Content starts

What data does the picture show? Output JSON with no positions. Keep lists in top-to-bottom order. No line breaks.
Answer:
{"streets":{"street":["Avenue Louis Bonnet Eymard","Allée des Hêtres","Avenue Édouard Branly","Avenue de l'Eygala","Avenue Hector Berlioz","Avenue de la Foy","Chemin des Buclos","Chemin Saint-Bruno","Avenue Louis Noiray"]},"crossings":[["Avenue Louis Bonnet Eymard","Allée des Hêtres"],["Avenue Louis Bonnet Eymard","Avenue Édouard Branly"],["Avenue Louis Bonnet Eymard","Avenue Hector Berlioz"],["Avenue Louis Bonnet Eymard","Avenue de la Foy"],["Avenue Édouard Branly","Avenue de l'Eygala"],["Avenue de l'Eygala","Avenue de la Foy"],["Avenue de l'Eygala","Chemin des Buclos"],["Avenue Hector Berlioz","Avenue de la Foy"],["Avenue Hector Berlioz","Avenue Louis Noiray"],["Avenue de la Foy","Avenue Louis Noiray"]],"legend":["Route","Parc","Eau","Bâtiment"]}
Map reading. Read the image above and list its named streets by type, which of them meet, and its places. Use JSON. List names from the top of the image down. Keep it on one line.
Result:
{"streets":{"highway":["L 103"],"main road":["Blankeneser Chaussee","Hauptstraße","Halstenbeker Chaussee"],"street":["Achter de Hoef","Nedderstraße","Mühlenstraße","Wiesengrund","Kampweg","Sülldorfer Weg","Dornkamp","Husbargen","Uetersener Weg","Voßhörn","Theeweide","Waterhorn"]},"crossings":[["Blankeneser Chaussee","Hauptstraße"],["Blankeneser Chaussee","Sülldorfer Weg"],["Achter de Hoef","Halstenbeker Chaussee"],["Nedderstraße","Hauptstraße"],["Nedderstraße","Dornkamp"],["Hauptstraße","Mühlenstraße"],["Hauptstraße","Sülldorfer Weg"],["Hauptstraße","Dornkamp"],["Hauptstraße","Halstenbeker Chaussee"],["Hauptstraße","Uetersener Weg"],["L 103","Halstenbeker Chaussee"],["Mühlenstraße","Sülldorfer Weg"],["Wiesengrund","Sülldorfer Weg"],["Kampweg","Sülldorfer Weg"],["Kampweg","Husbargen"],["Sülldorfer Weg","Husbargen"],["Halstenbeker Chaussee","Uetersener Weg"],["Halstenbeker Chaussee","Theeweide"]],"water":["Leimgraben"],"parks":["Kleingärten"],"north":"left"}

Content ends

Set down the data exactly.

• _Answer to the exercise_
What data does the picture show? Output JSON with no positions. Keep lists in top-to-bottom order. No line breaks.
Answer:
{"streets":{"street":["Avenue Louis Bonnet Eymard","Allée des Hêtres","Avenue Édouard Branly","Avenue de l'Eygala","Avenue Hector Berlioz","Avenue de la Foy","Chemin des Buclos","Chemin Saint-Bruno","Avenue Louis Noiray"]},"crossings":[["Avenue Louis Bonnet Eymard","Allée des Hêtres"],["Avenue Louis Bonnet Eymard","Avenue Édouard Branly"],["Avenue Louis Bonnet Eymard","Avenue Hector Berlioz"],["Avenue Louis Bonnet Eymard","Avenue de la Foy"],["Avenue Édouard Branly","Avenue de l'Eygala"],["Avenue de l'Eygala","Avenue de la Foy"],["Avenue de l'Eygala","Chemin des Buclos"],["Avenue Hector Berlioz","Avenue de la Foy"],["Avenue Hector Berlioz","Avenue Louis Noiray"],["Avenue de la Foy","Avenue Louis Noiray"]],"legend":["Route","Parc","Eau","Bâtiment"]}
Map reading. Read the image above and list its named streets by type, which of them meet, and its places. Use JSON. List names from the top of the image down. Keep it on one line.
Result:
{"streets":{"highway":["L 103"],"main road":["Blankeneser Chaussee","Hauptstraße","Halstenbeker Chaussee"],"street":["Achter de Hoef","Nedderstraße","Mühlenstraße","Wiesengrund","Kampweg","Sülldorfer Weg","Dornkamp","Husbargen","Uetersener Weg","Voßhörn","Theeweide","Waterhorn"]},"crossings":[["Blankeneser Chaussee","Hauptstraße"],["Blankeneser Chaussee","Sülldorfer Weg"],["Achter de Hoef","Halstenbeker Chaussee"],["Nedderstraße","Hauptstraße"],["Nedderstraße","Dornkamp"],["Hauptstraße","Mühlenstraße"],["Hauptstraße","Sülldorfer Weg"],["Hauptstraße","Dornkamp"],["Hauptstraße","Halstenbeker Chaussee"],["Hauptstraße","Uetersener Weg"],["L 103","Halstenbeker Chaussee"],["Mühlenstraße","Sülldorfer Weg"],["Wiesengrund","Sülldorfer Weg"],["Kampweg","Sülldorfer Weg"],["Kampweg","Husbargen"],["Sülldorfer Weg","Husbargen"],["Halstenbeker Chaussee","Uetersener Weg"],["Halstenbeker Chaussee","Theeweide"]],"water":["Leimgraben"],"parks":["Kleingärten"],"north":"left"}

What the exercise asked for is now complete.